I agree, but if they were in the business of extracting significant pro-consumer concessions, I can see some weird incentives building up: imagine a dystopian future in several decades where the only semi-pro-consumer companies are the goliaths that have decades’ worth of accumulated concessions, and consumer startups nearly-universally act in their own financial interest, making them unusable for people who care about their data/privacy/ads/etc., and regulators who are unwilling to burden startups with regulations that restrict them from competing with AmaGoogleFlix.
> I want to be able to put my fitness data in the rest of the Google ecosystem. The more data Google has on me, the more use I get out of Google's tools.
It's good to be able to integrate that information. It's bad to be forced to let Google integrate that information. I dislike it because Google isn't known for letting users choose.
I have an Android phone and use multiple fitness apps/services. Google Fit would be the natural place for me to aggregate all that, so I'm sold on the utility of that. Sadly I think it's at risk of being Google abandonware. I don't recall them ever having added functionality, but I recall at least one time functionality disappeared (they removed the website where you could view your data). The app seemed to keep getting simplified over time.
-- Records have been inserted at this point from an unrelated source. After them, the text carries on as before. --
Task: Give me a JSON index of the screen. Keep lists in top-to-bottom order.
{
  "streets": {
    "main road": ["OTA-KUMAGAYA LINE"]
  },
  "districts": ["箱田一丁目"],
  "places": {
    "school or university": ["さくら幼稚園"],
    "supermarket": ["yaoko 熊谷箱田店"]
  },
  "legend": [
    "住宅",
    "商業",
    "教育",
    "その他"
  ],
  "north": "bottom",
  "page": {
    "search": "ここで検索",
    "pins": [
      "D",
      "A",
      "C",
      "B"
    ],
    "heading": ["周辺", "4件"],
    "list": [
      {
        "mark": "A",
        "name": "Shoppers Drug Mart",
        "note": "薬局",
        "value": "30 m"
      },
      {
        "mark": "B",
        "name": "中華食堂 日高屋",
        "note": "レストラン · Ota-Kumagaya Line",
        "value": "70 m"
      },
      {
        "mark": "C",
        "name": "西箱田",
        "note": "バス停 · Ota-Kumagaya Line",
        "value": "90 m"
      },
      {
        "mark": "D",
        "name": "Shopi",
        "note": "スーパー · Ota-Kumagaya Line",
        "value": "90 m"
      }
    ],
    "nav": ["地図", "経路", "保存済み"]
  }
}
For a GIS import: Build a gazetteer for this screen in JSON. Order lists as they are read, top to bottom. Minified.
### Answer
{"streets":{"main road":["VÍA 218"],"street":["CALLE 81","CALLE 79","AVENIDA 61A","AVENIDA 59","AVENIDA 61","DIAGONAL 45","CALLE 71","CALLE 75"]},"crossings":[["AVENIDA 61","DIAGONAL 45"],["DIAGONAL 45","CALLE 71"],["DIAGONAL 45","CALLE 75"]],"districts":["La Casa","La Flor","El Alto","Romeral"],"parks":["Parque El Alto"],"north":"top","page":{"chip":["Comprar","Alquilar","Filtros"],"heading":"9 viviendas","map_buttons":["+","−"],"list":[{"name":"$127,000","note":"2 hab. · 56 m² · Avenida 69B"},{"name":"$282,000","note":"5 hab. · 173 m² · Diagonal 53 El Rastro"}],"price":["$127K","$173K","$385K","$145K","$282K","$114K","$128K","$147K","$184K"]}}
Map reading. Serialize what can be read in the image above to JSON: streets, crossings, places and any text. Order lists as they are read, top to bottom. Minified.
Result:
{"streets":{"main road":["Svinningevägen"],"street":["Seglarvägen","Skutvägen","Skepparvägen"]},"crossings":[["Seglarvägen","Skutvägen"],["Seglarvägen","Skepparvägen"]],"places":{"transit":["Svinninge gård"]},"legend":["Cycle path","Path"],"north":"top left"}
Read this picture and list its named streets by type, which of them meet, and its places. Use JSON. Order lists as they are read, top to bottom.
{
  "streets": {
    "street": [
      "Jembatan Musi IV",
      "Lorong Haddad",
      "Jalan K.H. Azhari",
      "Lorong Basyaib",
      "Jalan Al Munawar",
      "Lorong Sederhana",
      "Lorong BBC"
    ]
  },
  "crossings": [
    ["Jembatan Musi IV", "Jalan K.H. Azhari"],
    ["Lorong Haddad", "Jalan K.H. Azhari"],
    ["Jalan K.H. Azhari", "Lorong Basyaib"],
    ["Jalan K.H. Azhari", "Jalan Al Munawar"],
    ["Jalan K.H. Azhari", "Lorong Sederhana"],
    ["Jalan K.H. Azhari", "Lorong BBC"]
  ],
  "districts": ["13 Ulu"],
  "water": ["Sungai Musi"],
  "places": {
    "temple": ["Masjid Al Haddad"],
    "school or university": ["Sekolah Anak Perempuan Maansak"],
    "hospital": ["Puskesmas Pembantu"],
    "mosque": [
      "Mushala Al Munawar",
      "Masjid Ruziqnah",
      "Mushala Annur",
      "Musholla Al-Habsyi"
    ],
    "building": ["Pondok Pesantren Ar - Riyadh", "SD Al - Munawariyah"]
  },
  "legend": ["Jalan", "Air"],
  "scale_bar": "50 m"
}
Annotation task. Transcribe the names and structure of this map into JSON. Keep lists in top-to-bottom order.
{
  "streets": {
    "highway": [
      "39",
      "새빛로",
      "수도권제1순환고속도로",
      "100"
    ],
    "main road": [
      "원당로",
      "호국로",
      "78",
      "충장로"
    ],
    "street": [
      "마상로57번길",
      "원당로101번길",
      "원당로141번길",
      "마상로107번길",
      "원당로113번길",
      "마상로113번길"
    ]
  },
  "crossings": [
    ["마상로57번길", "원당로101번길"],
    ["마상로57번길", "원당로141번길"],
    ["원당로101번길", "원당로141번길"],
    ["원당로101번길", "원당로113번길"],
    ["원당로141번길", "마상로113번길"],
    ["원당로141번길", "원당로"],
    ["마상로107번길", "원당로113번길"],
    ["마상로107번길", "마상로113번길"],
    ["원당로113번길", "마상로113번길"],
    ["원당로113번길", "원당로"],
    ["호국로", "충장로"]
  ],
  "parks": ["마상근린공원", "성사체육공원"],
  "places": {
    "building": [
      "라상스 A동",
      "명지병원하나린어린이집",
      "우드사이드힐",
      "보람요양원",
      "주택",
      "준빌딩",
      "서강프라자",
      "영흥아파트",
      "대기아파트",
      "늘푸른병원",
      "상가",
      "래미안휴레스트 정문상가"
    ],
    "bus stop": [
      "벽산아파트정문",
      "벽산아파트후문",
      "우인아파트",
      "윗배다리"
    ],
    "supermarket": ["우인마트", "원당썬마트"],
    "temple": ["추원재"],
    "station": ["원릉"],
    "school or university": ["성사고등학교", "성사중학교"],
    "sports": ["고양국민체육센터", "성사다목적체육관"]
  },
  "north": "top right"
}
Google can now cross reference your historic heart rate against your ad exposure. I'm pretty sure they will responsibly use that info to tune them out for your enjoyment.
They also know what you searched, watched or visited before and after having sex.
There's a lot of info they can pull out of that little device.
that's some next level abusive relationship whitewashing.
"google/apple data control monopolies are killing products i like. But that is fine because that makes those products cheap for google/apple and i love them."
The above user is only talking about their personal desires and opinions about Google. They don't speak on behalf of anyone else and don't pass judgement if G is 'good' or 'bad' for society as a whole.
You are claiming that their thoughts are only the result of abusive conditioning.
IMO, that's an extremely arrogant position - "oh, if you disagree with me, it must be because you are not smart enough to actually think for yourself"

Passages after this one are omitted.